Data excerpts:
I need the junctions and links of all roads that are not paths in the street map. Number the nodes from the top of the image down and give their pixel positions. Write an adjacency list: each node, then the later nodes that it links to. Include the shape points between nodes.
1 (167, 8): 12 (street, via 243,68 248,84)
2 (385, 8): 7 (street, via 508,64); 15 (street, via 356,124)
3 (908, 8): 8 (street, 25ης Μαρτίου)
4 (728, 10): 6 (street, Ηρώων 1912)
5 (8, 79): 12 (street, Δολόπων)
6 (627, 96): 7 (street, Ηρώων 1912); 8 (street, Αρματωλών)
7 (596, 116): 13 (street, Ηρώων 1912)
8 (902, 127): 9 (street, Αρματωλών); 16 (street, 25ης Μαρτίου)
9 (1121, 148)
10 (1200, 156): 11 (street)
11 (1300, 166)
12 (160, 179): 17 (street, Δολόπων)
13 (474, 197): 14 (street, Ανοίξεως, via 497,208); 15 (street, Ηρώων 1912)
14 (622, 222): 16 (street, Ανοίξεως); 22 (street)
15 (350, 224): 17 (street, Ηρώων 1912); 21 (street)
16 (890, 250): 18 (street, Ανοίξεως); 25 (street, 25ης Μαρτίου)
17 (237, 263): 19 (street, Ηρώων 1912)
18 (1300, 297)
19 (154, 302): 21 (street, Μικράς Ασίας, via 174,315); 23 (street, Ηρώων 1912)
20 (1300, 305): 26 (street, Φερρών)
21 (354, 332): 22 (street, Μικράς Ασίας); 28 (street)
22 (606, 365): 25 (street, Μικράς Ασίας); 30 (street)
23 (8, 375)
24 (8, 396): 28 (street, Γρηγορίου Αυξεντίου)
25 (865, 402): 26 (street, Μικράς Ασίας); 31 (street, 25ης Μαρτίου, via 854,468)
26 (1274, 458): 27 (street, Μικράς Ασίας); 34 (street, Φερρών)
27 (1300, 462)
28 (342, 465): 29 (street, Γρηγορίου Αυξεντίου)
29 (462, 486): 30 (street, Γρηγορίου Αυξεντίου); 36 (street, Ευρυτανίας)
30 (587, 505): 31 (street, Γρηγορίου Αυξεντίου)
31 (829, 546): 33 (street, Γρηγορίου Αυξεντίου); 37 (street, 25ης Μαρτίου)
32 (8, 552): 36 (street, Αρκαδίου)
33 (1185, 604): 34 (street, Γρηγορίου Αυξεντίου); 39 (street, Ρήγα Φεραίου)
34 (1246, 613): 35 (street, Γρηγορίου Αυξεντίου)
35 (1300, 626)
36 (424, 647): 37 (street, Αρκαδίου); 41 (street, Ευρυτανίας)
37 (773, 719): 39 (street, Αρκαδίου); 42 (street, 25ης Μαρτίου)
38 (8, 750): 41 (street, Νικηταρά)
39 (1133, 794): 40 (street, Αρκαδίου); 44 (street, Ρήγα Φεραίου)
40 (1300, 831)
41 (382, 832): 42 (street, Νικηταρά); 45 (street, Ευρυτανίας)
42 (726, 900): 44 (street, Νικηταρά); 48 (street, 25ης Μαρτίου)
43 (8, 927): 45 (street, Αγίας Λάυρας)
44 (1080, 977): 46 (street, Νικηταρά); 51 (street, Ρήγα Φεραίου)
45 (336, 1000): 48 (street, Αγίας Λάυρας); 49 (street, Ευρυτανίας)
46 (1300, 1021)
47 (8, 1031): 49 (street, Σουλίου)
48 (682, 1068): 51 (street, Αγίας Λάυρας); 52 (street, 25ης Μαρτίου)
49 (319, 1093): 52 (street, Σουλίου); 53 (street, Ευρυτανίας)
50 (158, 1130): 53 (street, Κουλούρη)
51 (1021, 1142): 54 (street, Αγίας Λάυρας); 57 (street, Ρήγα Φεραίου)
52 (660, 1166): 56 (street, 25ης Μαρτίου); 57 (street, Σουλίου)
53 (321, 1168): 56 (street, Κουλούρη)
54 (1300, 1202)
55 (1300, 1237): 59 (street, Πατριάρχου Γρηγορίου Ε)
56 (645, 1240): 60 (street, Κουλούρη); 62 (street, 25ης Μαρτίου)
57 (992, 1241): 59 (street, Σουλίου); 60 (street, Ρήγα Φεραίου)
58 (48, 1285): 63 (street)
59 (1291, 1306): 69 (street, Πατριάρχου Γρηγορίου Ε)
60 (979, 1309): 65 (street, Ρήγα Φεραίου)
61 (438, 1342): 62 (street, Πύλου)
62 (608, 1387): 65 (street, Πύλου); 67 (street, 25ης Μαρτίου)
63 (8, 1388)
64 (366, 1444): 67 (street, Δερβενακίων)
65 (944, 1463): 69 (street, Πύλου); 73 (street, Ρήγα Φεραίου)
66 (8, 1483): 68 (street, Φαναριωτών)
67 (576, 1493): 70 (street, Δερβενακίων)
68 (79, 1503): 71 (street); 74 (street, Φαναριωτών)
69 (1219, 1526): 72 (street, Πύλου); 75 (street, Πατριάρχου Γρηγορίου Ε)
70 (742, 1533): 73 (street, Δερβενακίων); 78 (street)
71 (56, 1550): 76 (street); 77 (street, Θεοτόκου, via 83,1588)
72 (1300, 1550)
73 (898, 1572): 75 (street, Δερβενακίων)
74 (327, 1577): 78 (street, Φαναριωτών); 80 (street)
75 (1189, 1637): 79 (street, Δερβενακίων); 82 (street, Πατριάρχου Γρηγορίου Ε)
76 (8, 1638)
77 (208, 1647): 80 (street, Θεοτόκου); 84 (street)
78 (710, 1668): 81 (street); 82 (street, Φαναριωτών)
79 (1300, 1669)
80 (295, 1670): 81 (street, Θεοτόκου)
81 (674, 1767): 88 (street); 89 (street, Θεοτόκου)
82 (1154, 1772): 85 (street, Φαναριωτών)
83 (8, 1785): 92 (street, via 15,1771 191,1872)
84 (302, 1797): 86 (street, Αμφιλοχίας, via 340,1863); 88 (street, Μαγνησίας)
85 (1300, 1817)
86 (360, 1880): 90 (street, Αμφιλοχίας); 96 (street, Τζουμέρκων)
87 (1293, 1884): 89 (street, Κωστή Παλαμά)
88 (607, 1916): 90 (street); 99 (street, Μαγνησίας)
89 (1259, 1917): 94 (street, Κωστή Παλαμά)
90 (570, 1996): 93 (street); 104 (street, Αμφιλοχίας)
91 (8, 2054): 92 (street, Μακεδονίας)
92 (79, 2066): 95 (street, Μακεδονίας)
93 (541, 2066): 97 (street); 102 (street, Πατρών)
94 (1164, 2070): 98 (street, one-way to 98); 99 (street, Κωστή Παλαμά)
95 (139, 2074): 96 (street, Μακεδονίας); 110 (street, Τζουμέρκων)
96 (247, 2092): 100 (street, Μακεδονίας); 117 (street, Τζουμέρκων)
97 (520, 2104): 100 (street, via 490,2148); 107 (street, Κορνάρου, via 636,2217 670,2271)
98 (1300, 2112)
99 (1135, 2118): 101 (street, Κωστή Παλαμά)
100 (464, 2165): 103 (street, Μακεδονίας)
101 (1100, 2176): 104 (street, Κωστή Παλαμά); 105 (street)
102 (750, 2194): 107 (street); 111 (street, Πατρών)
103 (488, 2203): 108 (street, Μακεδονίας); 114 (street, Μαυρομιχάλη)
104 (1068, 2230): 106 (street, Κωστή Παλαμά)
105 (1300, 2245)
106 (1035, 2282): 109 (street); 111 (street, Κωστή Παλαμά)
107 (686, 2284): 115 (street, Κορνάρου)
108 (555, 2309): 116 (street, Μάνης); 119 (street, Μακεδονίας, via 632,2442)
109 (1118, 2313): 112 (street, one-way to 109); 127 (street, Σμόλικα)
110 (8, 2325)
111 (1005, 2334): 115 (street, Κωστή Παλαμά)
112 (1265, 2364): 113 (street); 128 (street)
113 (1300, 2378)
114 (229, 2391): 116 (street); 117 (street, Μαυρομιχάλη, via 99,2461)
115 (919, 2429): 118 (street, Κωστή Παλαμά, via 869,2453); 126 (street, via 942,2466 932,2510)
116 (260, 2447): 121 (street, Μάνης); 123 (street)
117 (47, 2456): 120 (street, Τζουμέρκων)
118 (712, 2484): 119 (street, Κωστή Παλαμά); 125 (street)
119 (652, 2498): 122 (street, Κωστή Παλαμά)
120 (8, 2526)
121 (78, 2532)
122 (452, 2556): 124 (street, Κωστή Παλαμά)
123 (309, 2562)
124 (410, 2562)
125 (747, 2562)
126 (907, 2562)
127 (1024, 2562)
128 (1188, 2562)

Directions: Every line in the data above that includes the word "Δολόπων" should be copied.

Expected answer:
5 (8, 79): 12 (street, Δολόπων)
12 (160, 179): 17 (street, Δολόπων)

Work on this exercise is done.